Ma davvero non c'è libertà di espressione?

Ma qui c’è qualcosa che non torna. Quante volte abbiamo sentito ripetere questo detto popolare quando si parla di questioni più o meno importanti? È il caso, nello specifico, di chi continua a parlare, ovviamente dal circo mediatico e politico riconducibile alla sinistra, della sostanziale assenza della “libertà di espressione” nel nostro paese. E questo a causa della mancanza di democrazia – l’ormai celebre slogan della “democrazia a rischio” della Schlein – e quindi, e di conseguenza, dell’imminente e possibile arrivo di un regime tirannico, liberticida e sostanzialmente dispotico.

Ora, la vera difficoltà è come rispondere a queste accuse. Sorridendo? Pensando di assistere ad una narrazione comica? Di essere a teatro? O, invece e al contrario, di prendere sul serio queste accuse perché, appunto, formulate e sostenute da tutto lo schieramento della sinistra progressista? Al riguardo credo sia importante – al di là delle dichiarazioni dei vari politici che appartengono prevalentemente alla propaganda – soffermarsi su coloro che quotidianamente lanciano questi allarmi e queste precise accuse. E cioè, i conduttori del talk televisivi, singoli giornalisti, commentatori e opinionisti televisivi e dei grandi organi di informazione, artisti e scrittori di varia natura.

Ricordando, per onestà intellettuale, alcuni aspetti non secondari legati proprio alla denuncia della “mancanza della libertà di espressione” nel nostro Paese. Perché si tratta di persone che trascorrono le loro giornate negli studi televisivi, nei dibattiti pubblici, vengono intervistati dai giornali di riferimento politico e culturale, partecipano a convegni e a cortei e via discorrendo. Tutto corretto, legittimo e giusto, come ovvio. Ma c’è un piccolo particolare che, se siamo seri, trasparenti e senza paraocchi ideologici, non possiamo e non dobbiamo sottovalutare o, peggio ancora, sottacere.

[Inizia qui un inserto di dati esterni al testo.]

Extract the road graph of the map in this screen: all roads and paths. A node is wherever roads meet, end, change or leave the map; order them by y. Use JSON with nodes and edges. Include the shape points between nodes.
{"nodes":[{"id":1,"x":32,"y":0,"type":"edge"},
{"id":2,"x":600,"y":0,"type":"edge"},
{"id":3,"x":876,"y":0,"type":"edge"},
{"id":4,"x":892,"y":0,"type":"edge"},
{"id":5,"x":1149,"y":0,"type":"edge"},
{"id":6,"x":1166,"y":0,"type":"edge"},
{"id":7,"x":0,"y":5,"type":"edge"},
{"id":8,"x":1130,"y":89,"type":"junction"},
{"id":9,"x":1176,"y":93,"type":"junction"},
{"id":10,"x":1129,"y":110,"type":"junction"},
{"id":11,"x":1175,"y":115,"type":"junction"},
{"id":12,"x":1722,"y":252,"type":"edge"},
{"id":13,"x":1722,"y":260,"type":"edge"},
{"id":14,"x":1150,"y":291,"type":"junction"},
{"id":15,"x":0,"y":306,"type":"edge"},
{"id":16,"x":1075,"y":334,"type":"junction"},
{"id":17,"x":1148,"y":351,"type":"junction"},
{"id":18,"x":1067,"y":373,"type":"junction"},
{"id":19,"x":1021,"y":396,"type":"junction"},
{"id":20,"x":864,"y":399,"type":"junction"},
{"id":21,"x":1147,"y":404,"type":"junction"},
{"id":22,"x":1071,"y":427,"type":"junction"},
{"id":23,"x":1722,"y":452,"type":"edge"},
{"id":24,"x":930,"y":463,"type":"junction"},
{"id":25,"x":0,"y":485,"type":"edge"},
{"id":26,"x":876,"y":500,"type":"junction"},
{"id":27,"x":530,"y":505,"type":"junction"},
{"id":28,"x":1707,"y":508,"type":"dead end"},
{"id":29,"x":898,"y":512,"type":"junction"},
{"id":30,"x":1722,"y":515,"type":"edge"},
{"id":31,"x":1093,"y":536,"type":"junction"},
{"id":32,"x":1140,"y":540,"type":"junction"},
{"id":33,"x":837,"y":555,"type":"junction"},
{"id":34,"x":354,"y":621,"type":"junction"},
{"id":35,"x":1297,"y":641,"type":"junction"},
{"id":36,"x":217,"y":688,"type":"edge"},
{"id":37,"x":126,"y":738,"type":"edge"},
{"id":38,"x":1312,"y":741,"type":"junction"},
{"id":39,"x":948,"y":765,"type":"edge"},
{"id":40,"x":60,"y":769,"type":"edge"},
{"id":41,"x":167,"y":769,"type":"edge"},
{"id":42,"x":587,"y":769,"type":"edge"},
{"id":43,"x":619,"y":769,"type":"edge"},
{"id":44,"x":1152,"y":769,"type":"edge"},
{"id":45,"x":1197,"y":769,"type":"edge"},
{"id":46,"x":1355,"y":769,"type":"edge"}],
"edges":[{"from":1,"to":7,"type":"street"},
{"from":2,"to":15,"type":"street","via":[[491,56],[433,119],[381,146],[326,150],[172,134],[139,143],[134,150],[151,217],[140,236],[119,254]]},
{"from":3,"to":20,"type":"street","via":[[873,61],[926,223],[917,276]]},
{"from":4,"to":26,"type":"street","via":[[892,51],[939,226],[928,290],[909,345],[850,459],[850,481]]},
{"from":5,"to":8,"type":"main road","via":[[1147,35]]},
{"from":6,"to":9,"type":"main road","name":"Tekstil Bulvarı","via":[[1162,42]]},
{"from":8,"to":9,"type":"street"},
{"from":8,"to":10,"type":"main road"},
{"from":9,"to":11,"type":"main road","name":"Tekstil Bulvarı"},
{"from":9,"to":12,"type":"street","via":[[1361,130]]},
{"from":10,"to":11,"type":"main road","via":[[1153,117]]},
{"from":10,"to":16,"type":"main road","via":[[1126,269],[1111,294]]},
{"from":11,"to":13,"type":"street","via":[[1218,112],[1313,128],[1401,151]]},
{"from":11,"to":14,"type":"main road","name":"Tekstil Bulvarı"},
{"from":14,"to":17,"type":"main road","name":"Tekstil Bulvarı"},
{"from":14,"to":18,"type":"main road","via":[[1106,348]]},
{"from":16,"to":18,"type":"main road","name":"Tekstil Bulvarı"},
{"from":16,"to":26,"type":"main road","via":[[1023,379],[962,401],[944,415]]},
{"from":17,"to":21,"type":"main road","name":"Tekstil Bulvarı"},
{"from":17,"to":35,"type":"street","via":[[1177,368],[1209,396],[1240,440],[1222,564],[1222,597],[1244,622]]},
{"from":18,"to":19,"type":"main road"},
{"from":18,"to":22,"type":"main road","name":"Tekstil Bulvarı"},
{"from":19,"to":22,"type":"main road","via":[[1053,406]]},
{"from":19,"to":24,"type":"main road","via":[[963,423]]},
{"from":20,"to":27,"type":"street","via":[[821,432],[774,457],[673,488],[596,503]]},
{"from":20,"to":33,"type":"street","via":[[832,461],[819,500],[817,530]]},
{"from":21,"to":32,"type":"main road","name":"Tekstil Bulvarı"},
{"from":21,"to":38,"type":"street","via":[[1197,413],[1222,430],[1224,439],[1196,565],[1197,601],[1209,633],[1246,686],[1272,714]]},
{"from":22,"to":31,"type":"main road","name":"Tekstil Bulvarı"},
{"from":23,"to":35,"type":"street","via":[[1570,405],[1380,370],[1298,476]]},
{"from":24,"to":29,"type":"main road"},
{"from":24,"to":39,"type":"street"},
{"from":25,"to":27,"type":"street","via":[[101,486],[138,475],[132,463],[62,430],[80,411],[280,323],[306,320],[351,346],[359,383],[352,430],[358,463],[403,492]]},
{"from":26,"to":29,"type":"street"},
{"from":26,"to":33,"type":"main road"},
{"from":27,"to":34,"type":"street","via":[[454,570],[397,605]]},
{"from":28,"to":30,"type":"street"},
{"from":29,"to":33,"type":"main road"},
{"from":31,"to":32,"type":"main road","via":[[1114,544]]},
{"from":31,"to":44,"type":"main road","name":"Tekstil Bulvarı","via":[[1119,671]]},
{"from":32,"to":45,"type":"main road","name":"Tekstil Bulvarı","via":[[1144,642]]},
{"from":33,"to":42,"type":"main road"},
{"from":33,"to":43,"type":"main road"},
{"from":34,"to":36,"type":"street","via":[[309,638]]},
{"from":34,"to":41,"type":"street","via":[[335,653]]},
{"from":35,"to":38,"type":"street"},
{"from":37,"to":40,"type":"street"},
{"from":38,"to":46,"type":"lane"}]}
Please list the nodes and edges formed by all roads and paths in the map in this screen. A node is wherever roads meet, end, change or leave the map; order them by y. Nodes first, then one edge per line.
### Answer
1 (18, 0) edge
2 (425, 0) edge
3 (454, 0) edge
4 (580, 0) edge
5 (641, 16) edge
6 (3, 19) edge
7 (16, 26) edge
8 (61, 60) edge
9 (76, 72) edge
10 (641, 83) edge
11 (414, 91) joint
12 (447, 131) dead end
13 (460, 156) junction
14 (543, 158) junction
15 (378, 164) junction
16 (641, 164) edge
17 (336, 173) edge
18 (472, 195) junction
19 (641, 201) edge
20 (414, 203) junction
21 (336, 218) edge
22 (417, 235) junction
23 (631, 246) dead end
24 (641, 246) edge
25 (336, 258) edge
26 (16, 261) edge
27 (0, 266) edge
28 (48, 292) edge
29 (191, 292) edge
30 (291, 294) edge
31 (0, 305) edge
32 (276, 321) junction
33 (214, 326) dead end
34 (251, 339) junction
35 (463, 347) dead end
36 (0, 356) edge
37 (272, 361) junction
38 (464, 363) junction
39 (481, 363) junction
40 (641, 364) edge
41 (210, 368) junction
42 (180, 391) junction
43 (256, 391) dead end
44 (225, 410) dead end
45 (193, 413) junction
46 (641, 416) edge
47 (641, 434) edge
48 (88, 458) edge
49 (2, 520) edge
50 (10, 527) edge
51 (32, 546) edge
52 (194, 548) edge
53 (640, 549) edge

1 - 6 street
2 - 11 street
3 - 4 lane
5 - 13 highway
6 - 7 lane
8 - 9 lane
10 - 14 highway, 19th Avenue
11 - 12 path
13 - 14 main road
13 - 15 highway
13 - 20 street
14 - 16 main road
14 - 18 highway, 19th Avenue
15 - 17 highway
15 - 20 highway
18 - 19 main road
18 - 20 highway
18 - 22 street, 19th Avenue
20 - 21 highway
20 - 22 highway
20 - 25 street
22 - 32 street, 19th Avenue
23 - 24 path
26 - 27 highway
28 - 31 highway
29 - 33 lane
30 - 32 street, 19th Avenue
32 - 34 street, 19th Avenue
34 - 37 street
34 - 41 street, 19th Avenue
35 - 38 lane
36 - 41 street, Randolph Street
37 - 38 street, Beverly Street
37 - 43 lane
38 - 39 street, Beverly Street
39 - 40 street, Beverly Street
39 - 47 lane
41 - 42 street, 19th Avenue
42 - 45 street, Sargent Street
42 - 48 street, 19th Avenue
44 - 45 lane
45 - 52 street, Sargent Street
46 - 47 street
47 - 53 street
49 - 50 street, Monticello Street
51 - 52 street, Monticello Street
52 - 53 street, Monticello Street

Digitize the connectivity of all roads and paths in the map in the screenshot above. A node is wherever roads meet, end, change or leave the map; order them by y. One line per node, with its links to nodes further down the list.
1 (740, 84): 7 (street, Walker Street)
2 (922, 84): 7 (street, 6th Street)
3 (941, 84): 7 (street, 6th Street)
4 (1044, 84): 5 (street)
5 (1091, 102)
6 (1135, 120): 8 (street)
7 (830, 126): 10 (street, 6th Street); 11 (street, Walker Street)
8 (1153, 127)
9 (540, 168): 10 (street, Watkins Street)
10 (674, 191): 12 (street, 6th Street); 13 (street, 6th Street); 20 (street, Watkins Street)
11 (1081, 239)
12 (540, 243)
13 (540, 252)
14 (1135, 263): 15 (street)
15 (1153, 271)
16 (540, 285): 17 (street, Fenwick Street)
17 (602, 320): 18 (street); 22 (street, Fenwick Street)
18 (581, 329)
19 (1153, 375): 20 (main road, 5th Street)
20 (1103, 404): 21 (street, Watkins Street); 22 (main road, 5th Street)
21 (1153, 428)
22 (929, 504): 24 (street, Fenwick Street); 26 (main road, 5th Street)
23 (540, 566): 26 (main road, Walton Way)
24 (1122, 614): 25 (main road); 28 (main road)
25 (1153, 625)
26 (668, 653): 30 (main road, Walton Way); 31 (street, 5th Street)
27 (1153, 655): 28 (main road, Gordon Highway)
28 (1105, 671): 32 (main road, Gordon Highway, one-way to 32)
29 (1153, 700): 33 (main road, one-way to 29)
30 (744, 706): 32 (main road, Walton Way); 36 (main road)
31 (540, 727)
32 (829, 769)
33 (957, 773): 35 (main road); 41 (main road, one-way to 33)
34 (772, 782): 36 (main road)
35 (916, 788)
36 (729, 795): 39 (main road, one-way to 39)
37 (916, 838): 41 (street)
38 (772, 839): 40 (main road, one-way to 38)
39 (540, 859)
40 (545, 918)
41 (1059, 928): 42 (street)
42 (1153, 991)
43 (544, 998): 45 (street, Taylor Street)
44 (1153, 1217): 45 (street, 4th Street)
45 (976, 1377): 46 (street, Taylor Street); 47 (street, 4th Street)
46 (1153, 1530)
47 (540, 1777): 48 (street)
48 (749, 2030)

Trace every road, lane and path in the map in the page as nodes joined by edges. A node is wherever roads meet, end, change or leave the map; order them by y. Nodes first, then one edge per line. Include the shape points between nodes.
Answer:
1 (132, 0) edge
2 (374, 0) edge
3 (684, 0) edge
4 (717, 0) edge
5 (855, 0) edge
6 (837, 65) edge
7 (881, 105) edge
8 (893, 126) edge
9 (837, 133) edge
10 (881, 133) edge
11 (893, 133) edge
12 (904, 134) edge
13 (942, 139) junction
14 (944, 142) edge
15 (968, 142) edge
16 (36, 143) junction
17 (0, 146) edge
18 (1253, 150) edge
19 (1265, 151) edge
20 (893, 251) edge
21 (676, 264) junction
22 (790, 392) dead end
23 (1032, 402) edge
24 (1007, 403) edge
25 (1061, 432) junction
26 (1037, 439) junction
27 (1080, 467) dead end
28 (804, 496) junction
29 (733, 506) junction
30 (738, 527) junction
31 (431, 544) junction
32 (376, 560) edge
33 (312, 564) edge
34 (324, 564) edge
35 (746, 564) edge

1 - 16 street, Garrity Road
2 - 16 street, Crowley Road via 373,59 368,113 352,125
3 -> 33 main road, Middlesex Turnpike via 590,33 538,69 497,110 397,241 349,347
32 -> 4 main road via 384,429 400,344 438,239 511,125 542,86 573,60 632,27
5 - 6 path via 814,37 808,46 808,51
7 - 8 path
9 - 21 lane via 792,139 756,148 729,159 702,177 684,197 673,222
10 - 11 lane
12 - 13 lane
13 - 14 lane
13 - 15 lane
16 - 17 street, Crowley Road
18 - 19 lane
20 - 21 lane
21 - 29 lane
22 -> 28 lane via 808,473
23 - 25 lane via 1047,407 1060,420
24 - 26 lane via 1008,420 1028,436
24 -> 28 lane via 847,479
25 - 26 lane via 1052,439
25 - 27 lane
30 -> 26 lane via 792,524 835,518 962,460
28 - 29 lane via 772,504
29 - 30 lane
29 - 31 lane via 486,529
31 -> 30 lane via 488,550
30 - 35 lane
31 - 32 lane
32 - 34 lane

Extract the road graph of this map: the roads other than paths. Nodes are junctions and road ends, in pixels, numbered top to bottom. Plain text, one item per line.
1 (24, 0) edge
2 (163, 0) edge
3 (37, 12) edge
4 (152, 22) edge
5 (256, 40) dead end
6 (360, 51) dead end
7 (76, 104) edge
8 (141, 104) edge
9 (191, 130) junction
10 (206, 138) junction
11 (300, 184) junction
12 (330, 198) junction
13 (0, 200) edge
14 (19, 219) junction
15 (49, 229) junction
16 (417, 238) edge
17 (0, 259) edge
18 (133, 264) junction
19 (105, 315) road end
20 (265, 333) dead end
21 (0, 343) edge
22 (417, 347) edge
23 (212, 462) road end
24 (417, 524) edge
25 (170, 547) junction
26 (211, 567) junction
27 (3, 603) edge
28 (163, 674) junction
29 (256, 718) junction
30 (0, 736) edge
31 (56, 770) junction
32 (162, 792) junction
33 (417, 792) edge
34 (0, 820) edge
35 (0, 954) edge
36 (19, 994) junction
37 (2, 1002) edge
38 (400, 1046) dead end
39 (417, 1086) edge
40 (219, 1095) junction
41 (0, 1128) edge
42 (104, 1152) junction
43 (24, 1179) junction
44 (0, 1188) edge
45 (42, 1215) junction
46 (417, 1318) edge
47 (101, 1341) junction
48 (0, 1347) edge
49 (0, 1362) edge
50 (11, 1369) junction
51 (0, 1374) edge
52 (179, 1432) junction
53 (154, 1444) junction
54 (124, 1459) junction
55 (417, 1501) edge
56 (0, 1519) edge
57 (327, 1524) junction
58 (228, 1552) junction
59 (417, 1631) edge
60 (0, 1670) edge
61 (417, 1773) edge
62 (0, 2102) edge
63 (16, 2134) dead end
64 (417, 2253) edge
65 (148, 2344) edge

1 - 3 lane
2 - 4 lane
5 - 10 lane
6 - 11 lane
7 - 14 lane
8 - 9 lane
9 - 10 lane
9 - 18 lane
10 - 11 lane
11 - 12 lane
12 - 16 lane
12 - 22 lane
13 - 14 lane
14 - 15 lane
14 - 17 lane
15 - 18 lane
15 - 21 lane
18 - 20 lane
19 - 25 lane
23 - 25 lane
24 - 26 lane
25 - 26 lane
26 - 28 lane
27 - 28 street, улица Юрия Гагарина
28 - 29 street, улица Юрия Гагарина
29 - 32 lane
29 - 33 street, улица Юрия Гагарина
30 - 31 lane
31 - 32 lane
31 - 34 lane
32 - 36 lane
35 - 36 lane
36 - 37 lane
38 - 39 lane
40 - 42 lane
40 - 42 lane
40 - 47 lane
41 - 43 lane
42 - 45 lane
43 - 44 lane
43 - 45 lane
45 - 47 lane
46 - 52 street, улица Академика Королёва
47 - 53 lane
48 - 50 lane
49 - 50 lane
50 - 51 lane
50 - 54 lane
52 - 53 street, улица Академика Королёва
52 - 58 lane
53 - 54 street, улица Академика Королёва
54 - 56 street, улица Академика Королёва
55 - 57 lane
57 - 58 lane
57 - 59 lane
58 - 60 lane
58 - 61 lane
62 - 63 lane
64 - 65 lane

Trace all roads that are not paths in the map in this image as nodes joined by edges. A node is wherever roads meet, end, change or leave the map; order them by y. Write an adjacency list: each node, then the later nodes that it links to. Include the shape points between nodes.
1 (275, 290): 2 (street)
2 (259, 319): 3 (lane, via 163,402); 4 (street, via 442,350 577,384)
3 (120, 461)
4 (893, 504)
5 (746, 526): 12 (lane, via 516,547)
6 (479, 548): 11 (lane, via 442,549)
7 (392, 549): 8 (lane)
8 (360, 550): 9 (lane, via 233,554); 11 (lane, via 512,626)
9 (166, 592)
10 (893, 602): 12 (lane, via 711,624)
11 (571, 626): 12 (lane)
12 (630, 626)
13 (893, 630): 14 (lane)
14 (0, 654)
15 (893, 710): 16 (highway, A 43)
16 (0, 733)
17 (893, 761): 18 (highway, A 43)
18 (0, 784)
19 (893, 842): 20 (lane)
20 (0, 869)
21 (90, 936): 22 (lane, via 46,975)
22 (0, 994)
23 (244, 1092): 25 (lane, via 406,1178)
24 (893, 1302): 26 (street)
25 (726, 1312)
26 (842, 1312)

Parliamo di professionisti dell’informazione e non solo – tra l’altro con contratti sontuosi e pesantissimi che i ceti popolari possono solo vedere con il binocolo o sognare di notte – che trascorrono, appunto, le giornate denunciando da tutti i pulpiti pubblici, in molti studi televisivi e organi di informazione che in Italia “la democrazia è a rischio” e che “la libertà di espressione” è indebolita se non del tutto azzerata.

Denunce, appelli, sentenze e accuse che, lo ripeto, i capi dei partiti della sinistra poi amplificano ponendo una questione che infiamma le piazze, alimenta il dibattito pubblico creando, al contempo, dei miti o addirittura delle “vittime” di questo clima di oppressione democratica. I nomi e i cognomi li conosciamo tutti talmente sono presenti in quasi tutte le Tv e in buona parte dei giornali di riferimento che costituiscono la maggioranza del circo mediatico del nostro paese. Personaggi che invitano, di comune intesa con i leader politici della sinistra, a ribellarsi e contestare il clima antidemocratico, anticostituzionale e anti-libertà che staremmo vivendo.

Per queste ragioni, semplici ma oggettive, forse è arrivato anche il momento per introdurre una banale riflessione che molti sanno e che i principali protagonisti di questa narrazione, falsa e settaria, sperano che non emerga e che, di conseguenza, non venga percepita come tale dalla pubblica opinione. Almeno da quella pubblica opinione che rappresenta la piazza di riferimento a cui si rivolgono i nuovi “martiri della libertà”. E cioè, per dirlo con parole chiare e trasparenti, qui non c’è nessun rischio per la democrazia, qui non c’è nessun attentato alla libertà di espressione, qui non c’è nessun attacco ai principi e ai valori della Costituzione, qui non c’è nessun attacco alla libertà in generale. Qui c’è, e molto semplicemente, un disegno politico finalizzato a creare un “mostro” – che è sempre lo stesso dai tempi della Dc e che si ripete, seppur con forme e modalità diversi adeguati ai tempi – che va abbattuto con tutti i mezzi a disposizione pur di far ritornare chi è più gradito, cioè la sinistra, al potere e sconfiggere il nemico odiato e detestato e, purtroppo, votato dagli italiani.